WORK TASK:
Down to the last line, print the entries below exactly, and keep every picture out of the copy.

Records from a data collection
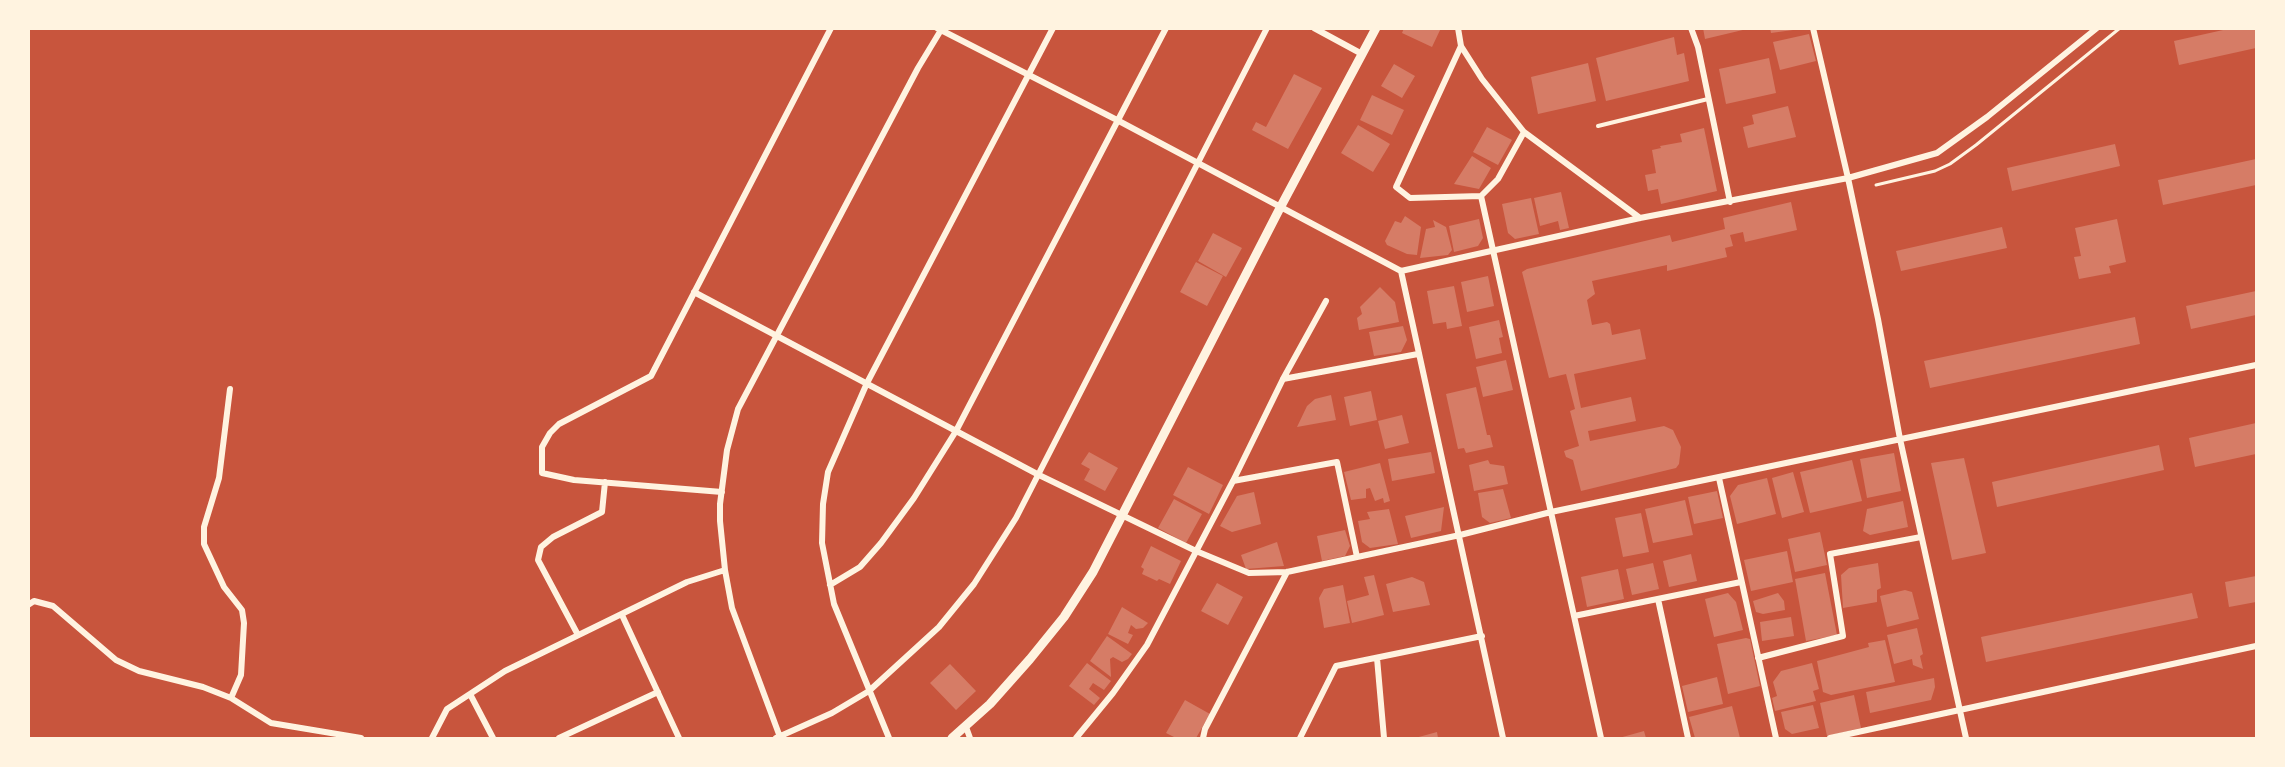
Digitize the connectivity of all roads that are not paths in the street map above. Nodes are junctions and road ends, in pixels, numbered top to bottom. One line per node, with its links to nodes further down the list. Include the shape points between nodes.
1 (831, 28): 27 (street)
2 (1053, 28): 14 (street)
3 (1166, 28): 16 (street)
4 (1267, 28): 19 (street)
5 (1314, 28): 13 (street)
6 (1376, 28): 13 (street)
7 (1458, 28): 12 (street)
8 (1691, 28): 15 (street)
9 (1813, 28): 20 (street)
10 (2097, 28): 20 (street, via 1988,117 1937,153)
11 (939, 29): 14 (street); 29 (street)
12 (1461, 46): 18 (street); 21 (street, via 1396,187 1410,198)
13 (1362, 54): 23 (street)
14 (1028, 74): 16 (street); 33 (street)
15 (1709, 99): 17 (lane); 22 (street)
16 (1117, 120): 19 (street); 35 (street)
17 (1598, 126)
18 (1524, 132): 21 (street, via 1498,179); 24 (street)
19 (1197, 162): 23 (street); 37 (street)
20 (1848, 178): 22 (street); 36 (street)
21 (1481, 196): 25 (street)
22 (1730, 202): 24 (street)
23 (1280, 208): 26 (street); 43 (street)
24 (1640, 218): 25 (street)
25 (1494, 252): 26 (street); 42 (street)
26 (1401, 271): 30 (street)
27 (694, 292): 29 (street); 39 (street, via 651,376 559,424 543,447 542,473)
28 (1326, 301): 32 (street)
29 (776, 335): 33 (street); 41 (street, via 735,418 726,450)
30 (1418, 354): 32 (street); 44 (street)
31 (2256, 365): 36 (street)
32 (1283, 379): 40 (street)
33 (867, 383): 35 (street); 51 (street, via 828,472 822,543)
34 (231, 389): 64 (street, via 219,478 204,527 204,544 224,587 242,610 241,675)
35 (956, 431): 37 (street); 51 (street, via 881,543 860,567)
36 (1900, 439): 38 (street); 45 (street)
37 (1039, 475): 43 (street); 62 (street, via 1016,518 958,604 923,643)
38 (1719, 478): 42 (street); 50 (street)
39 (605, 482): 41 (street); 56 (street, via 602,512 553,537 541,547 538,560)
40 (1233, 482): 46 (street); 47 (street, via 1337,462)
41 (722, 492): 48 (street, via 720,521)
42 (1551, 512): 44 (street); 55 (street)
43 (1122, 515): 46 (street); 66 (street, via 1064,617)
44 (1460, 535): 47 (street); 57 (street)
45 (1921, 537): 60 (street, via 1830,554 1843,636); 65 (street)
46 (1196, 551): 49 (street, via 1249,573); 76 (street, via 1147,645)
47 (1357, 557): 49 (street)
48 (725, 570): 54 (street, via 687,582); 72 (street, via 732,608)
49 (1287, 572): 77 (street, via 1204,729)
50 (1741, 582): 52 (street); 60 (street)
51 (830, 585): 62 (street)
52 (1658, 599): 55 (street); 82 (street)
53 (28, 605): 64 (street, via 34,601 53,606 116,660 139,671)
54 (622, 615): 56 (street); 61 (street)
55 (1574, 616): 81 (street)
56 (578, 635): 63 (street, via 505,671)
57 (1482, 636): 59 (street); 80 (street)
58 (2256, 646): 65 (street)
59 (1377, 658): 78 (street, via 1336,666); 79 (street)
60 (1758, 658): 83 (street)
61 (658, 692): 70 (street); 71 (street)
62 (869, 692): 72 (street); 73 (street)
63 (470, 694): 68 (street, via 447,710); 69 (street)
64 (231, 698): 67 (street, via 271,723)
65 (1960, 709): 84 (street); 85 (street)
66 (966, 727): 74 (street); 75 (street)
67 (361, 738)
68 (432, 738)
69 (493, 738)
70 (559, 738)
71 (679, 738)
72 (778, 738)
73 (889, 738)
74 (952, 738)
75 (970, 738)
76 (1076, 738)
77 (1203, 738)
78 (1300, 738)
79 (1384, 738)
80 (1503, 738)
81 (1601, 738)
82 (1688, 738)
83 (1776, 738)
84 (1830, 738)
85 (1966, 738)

SOLUTION:
Digitize the connectivity of all roads that are not paths in the street map above. Nodes are junctions and road ends, in pixels, numbered top to bottom. One line per node, with its links to nodes further down the list. Include the shape points between nodes.
1 (831, 28): 27 (street)
2 (1053, 28): 14 (street)
3 (1166, 28): 16 (street)
4 (1267, 28): 19 (street)
5 (1314, 28): 13 (street)
6 (1376, 28): 13 (street)
7 (1458, 28): 12 (street)
8 (1691, 28): 15 (street)
9 (1813, 28): 20 (street)
10 (2097, 28): 20 (street, via 1988,117 1937,153)
11 (939, 29): 14 (street); 29 (street)
12 (1461, 46): 18 (street); 21 (street, via 1396,187 1410,198)
13 (1362, 54): 23 (street)
14 (1028, 74): 16 (street); 33 (street)
15 (1709, 99): 17 (lane); 22 (street)
16 (1117, 120): 19 (street); 35 (street)
17 (1598, 126)
18 (1524, 132): 21 (street, via 1498,179); 24 (street)
19 (1197, 162): 23 (street); 37 (street)
20 (1848, 178): 22 (street); 36 (street)
21 (1481, 196): 25 (street)
22 (1730, 202): 24 (street)
23 (1280, 208): 26 (street); 43 (street)
24 (1640, 218): 25 (street)
25 (1494, 252): 26 (street); 42 (street)
26 (1401, 271): 30 (street)
27 (694, 292): 29 (street); 39 (street, via 651,376 559,424 543,447 542,473)
28 (1326, 301): 32 (street)
29 (776, 335): 33 (street); 41 (street, via 735,418 726,450)
30 (1418, 354): 32 (street); 44 (street)
31 (2256, 365): 36 (street)
32 (1283, 379): 40 (street)
33 (867, 383): 35 (street); 51 (street, via 828,472 822,543)
34 (231, 389): 64 (street, via 219,478 204,527 204,544 224,587 242,610 241,675)
35 (956, 431): 37 (street); 51 (street, via 881,543 860,567)
36 (1900, 439): 38 (street); 45 (street)
37 (1039, 475): 43 (street); 62 (street, via 1016,518 958,604 923,643)
38 (1719, 478): 42 (street); 50 (street)
39 (605, 482): 41 (street); 56 (street, via 602,512 553,537 541,547 538,560)
40 (1233, 482): 46 (street); 47 (street, via 1337,462)
41 (722, 492): 48 (street, via 720,521)
42 (1551, 512): 44 (street); 55 (street)
43 (1122, 515): 46 (street); 66 (street, via 1064,617)
44 (1460, 535): 47 (street); 57 (street)
45 (1921, 537): 60 (street, via 1830,554 1843,636); 65 (street)
46 (1196, 551): 49 (street, via 1249,573); 76 (street, via 1147,645)
47 (1357, 557): 49 (street)
48 (725, 570): 54 (street, via 687,582); 72 (street, via 732,608)
49 (1287, 572): 77 (street, via 1204,729)
50 (1741, 582): 52 (street); 60 (street)
51 (830, 585): 62 (street)
52 (1658, 599): 55 (street); 82 (street)
53 (28, 605): 64 (street, via 34,601 53,606 116,660 139,671)
54 (622, 615): 56 (street); 61 (street)
55 (1574, 616): 81 (street)
56 (578, 635): 63 (street, via 505,671)
57 (1482, 636): 59 (street); 80 (street)
58 (2256, 646): 65 (street)
59 (1377, 658): 78 (street, via 1336,666); 79 (street)
60 (1758, 658): 83 (street)
61 (658, 692): 70 (street); 71 (street)
62 (869, 692): 72 (street); 73 (street)
63 (470, 694): 68 (street, via 447,710); 69 (street)
64 (231, 698): 67 (street, via 271,723)
65 (1960, 709): 84 (street); 85 (street)
66 (966, 727): 74 (street); 75 (street)
67 (361, 738)
68 (432, 738)
69 (493, 738)
70 (559, 738)
71 (679, 738)
72 (778, 738)
73 (889, 738)
74 (952, 738)
75 (970, 738)
76 (1076, 738)
77 (1203, 738)
78 (1300, 738)
79 (1384, 738)
80 (1503, 738)
81 (1601, 738)
82 (1688, 738)
83 (1776, 738)
84 (1830, 738)
85 (1966, 738)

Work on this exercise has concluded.